Step by Step
1
Roast the Poblano Peppers
Place the poblano peppers directly over an open flame on a gas stove, under a broiler, or on a hot comal/griddle. Roast, turning frequently, until the skin is completely charred and blistered on all sides, about 8-12 minutes.
⏱ 12 min
2
Peel and Slice Peppers
Immediately transfer the roasted peppers to a bowl and cover tightly with plastic wrap or place them in a paper bag for 10-15 minutes. This steams them, making them easy to peel. Once cooled, peel off the charred skin, remove the stems and seeds, then slice the peppers into 1/4-inch wide strips (rajas).
⏱ 15 min
3
Sauté Aromatics
In a large skillet over medium heat, add the vegetable oil. Once hot, add the thinly sliced white onion and sauté until softened and translucent, about 5-7 minutes.

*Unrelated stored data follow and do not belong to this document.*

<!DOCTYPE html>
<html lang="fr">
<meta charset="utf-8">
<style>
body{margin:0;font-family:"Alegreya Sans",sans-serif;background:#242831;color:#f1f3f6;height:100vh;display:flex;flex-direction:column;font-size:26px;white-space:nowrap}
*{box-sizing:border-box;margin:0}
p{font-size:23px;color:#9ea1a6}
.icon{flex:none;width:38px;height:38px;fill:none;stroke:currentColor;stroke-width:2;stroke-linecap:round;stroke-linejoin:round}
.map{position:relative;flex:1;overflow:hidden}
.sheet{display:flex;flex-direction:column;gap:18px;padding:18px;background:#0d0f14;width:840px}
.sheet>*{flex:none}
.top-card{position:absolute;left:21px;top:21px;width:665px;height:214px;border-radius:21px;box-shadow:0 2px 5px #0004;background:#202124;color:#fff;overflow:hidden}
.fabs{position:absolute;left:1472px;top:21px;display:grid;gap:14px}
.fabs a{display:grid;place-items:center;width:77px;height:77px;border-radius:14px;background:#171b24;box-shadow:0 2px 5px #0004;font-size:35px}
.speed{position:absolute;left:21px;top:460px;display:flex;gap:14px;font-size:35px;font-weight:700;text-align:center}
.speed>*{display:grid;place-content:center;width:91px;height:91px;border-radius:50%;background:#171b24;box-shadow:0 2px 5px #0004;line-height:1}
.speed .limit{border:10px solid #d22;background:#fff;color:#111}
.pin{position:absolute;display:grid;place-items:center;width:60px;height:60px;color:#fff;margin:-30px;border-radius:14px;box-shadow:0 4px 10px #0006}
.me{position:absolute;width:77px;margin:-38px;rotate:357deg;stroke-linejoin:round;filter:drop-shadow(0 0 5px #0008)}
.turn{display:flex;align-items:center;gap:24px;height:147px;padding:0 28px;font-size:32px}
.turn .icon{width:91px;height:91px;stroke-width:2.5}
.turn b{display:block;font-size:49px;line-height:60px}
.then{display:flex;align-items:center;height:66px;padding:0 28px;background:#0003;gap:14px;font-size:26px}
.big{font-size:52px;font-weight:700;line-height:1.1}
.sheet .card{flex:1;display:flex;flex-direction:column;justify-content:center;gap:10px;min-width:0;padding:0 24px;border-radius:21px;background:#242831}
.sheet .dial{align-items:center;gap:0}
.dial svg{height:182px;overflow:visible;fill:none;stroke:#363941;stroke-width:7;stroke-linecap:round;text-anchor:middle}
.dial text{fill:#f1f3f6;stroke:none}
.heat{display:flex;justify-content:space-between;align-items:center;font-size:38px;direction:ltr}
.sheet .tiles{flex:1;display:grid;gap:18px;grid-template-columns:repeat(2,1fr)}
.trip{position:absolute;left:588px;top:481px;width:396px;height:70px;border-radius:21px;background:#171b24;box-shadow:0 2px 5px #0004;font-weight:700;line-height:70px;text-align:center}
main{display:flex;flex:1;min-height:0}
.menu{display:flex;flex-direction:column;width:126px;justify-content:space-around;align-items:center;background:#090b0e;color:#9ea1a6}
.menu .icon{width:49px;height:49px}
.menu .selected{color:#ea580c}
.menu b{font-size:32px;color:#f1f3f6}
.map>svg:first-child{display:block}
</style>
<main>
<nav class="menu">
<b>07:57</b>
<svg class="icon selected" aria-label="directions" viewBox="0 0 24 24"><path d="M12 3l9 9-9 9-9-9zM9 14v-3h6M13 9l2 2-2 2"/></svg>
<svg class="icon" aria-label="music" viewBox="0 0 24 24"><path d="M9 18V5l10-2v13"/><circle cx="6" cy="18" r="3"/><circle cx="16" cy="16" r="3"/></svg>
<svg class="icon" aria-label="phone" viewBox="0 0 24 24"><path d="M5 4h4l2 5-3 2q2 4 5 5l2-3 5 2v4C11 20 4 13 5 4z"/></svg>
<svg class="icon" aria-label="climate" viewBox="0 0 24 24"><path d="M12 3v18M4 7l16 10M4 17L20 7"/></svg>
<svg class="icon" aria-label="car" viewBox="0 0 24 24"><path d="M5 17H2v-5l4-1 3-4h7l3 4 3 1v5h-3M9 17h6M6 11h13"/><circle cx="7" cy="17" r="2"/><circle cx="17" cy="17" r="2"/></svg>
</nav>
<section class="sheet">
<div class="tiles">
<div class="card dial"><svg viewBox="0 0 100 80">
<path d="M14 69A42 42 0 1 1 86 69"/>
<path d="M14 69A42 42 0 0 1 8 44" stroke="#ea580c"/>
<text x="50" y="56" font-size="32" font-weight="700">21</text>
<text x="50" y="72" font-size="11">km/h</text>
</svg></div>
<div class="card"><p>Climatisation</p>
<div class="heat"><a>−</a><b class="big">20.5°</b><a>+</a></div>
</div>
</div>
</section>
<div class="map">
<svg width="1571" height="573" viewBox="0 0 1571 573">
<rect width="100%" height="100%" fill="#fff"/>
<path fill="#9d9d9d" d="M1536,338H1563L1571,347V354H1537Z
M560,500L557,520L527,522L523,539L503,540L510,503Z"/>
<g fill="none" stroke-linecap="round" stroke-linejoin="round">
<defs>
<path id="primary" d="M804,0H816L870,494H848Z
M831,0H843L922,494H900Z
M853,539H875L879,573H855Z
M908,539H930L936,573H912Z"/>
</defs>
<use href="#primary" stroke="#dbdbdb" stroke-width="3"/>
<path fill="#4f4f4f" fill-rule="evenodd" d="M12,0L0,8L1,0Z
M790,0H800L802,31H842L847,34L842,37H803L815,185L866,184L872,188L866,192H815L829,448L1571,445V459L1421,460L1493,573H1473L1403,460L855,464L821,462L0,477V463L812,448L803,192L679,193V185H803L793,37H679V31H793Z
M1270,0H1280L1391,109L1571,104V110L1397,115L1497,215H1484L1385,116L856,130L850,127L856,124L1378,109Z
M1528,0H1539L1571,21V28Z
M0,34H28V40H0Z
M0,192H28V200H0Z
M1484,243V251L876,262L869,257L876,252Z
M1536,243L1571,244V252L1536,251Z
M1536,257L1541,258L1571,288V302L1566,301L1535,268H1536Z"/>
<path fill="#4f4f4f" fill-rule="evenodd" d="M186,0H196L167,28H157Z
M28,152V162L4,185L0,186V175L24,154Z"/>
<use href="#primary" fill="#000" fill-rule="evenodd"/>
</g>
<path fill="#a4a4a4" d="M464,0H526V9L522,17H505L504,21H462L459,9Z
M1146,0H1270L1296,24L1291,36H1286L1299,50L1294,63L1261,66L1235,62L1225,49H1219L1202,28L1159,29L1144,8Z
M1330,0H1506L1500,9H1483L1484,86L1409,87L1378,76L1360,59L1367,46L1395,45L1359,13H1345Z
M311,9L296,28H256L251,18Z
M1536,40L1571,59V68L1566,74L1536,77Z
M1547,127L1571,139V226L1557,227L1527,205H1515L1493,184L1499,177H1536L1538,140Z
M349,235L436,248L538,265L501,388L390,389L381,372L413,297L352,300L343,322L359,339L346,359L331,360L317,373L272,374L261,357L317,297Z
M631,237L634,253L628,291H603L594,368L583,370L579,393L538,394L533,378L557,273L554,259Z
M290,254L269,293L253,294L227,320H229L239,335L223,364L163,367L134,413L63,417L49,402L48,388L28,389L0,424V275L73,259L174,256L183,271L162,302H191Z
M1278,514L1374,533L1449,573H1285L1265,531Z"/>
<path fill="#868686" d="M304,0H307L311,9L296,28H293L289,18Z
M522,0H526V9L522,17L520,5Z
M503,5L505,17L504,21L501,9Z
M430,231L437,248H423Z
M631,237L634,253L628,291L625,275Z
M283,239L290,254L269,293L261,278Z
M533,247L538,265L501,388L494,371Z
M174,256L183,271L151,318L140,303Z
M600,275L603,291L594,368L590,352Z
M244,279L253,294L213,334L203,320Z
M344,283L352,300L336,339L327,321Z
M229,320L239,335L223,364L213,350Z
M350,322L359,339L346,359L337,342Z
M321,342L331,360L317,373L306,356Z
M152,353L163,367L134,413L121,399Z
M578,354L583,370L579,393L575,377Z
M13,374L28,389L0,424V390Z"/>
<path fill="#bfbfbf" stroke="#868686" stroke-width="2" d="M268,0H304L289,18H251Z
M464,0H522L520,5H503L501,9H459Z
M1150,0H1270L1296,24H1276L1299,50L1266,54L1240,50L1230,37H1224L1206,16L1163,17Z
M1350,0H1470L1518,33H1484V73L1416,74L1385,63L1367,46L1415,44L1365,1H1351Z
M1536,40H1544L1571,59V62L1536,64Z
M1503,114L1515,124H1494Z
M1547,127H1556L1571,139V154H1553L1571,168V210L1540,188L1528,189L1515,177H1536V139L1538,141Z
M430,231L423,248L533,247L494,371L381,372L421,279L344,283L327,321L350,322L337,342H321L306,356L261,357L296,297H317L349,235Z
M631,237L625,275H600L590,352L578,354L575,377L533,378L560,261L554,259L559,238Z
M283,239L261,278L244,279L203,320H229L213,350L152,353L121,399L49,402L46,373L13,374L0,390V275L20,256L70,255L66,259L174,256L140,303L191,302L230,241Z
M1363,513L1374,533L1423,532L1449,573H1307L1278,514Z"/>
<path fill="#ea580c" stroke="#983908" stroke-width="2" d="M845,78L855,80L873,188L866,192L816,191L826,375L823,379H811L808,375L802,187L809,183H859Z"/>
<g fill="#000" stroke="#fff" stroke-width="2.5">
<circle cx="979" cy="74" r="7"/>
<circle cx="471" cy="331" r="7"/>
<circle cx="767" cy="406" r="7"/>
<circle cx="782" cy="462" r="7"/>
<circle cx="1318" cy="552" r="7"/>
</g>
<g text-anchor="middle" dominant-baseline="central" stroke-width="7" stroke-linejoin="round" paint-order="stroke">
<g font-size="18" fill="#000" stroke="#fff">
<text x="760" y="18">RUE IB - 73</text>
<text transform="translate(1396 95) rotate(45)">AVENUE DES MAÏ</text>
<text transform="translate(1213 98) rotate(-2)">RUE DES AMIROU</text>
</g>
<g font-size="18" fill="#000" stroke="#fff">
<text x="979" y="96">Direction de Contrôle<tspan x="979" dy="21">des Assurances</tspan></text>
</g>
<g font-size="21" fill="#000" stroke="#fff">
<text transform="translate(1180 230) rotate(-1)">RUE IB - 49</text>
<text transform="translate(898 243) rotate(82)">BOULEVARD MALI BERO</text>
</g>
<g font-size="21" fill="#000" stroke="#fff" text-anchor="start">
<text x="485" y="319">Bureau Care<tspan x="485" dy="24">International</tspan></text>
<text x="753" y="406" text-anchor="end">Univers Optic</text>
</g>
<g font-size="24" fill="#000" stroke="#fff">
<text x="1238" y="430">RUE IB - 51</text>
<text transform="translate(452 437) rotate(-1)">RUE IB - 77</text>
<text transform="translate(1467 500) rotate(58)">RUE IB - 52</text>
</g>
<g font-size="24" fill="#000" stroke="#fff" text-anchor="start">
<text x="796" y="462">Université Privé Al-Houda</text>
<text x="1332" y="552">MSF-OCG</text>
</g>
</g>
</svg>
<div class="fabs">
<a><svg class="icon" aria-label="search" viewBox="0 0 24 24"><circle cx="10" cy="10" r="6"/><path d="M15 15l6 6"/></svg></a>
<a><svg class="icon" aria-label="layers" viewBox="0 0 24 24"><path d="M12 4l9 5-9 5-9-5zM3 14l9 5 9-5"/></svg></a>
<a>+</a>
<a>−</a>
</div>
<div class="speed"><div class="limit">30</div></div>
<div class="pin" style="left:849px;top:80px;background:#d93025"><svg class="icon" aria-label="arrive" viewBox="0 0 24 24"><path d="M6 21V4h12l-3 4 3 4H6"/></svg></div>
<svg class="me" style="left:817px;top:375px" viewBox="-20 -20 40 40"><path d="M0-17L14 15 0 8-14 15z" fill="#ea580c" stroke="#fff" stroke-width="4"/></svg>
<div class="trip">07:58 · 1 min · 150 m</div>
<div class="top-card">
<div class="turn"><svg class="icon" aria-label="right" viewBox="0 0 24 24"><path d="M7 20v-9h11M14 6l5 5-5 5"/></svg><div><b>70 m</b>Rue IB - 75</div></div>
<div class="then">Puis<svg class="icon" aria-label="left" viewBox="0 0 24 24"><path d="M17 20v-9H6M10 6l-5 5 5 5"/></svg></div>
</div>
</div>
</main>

Add the minced garlic and cook for another minute until fragrant, being careful not to burn it.
⏱ 8 min
4
Combine with Peppers and Corn
Add the sliced poblano rajas and corn kernels to the skillet with the onion and garlic. Sauté for 3-5 minutes, allowing the flavors to meld and the corn to warm through.
⏱ 5 min
5
Create the Cream Sauce
Pour in the Crema Mexicana (or heavy cream). If using, add the milk to achieve your desired consistency. Stir well to combine all ingredients. Season generously with salt and black pepper to taste.
⏱ 3 min
6
Simmer and Serve
Bring the mixture to a gentle simmer, then reduce the heat to low and cook for 5-7 minutes, stirring occasionally, until the sauce slightly thickens and all flavors are well incorporated. If using, stir in the shredded cheese until melted and smooth. Serve hot.